A production-ready, fully autonomous machine learning pipeline for tabular datasets. Build high-quality models end-to-end without human intervention.

Features

  • 🔄 Fully Autonomous: Zero human intervention required
  • 💾 Strategy Memory: Learns from past runs via dataset fingerprinting
  • 📊 Complete Pipeline: From raw data to production model
  • 📝 Professional Docs: Auto-generated Markdown reports
  • 🖥️ CPU-First: Optimized for CPU, GTX 1650 friendly (no GPU required)
  • 🆓 100% Open Source: No proprietary dependencies

🚀 Quick Start

Installation

# Clone or download this repository
git clone <your-repo-url>
cd ml-agent

# Install dependencies
pip install -r requirements.txt

Basic Usage

# Run on your dataset
python ml_agent.py path/to/your/data.csv

That's it!
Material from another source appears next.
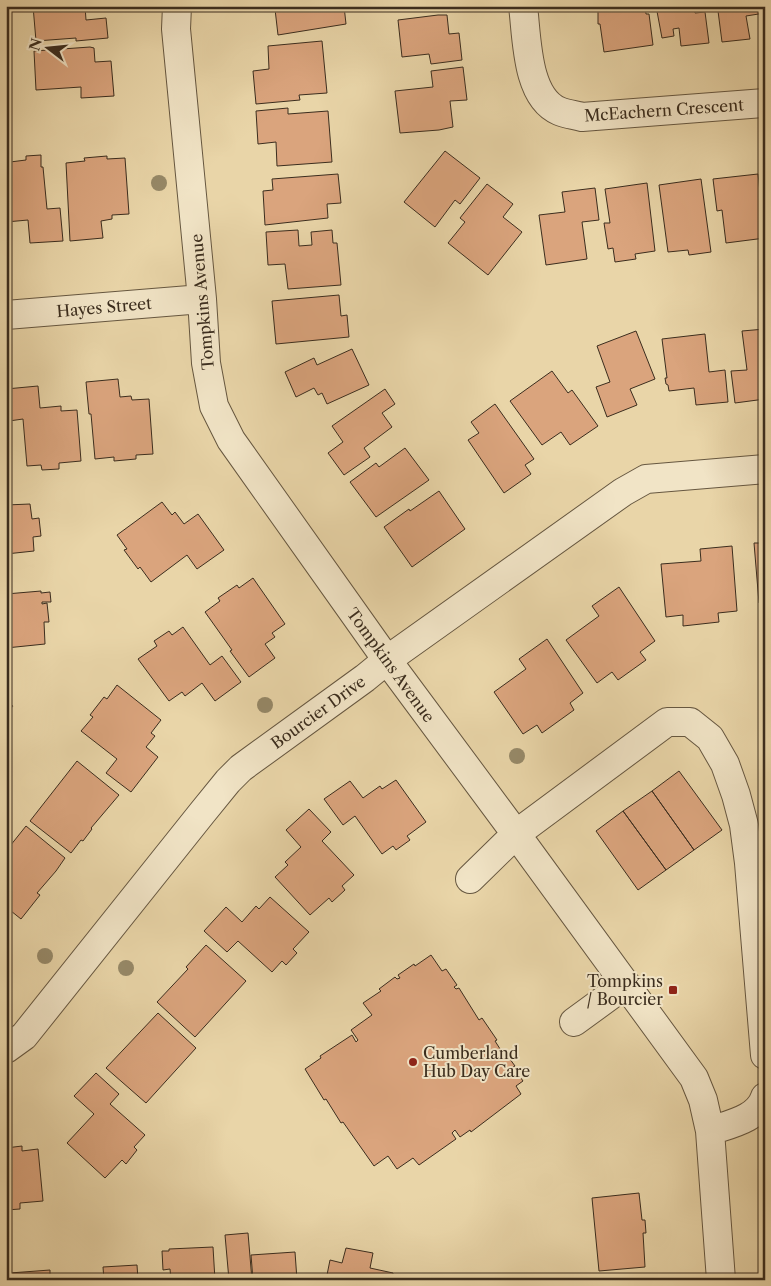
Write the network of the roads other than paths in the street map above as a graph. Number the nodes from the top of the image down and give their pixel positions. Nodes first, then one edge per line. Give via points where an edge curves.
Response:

The agent will:

  1. Analyze your data
  2. Engineer features
  3. Train multiple models
  4. Optimize hyperparameters
  5. Generate reports and plots
  6. Save the best model

Example with Sample Data

# Generate sample data first
python example_usage.py --generate-data

# Run the agent
python ml_agent.py sample_data/iris.csv

📁 Output Structure

After running, you'll find everything in the outputs/ directory:

outputs/
├── models/
│   └── final_model.joblib          # Trained model ready for production
├── plots/
│   ├── feature_importance.png      # Top features visualization
│   └── metric_comparison.png       # Model performance comparison
├── reports/
│   ├── overview.md                 # Project summary
│   ├── data_analysis.md            # Data insights
│   ├── modeling.md                 # Model selection details
│   └── results.md                  # Final results & recommendations
└── strategy/
    └── <fingerprint>.json          # Reusable strategy for this dataset

🎯 How It Works

1. Dataset Fingerprinting

Generates a unique fingerprint based on:

  • Dataset shape
  • Column names and types
  • Missing value patterns

If you've run the agent on similar data before, it loads the successful strategy from memory.

2. Data Understanding

Automatically detects:

  • Target column (last column by default)
  • Problem type (classification vs regression)
  • Missing values
  • Feature types (numerical vs categorical)
  • Class imbalance

3. Feature Engineering

Applies robust preprocessing:

  • Numerical: Median imputation
  • Categorical: Most frequent imputation + label encoding
  • No leakage: All transformations fit only on training data

4. Model Selection

Trains multiple baseline models:

Classification:

  • Logistic Regression
  • Random Forest
  • Extra Trees
  • Gradient Boosting

Regression:

  • Linear Regression
  • Ridge Regression
  • Random Forest
  • Extra Trees
  • Gradient Boosting

5. Hyperparameter Optimization

Uses Optuna for Bayesian optimization:

  • 30 trials
  • 3-fold cross-validation
  • Automatic parameter search

6. Artifacts & Documentation

Generates:

  • Saved models (.joblib)
  • Visualizations (.png)
  • Professional Markdown reports
  • Reusable strategy files

💻 Advanced Usage

Specify Target Column

from ml_agent import MLAgent

agent = MLAgent(
    data_path="data.csv",
    target_col="target",  # Specify target column
    problem_type="classification"  # Or "regression"
)

agent.run()

Customize Parameters

agent = MLAgent(
    data_path="data.csv",
    output_dir="my_outputs",
    max_iterations=5,
    target_metric_threshold=0.95,
    improvement_threshold=0.01
)

agent.run()

Load and Use Trained Model

import joblib
import pandas as pd

# Load model package
model_pkg = joblib.load('outputs/models/final_model.joblib')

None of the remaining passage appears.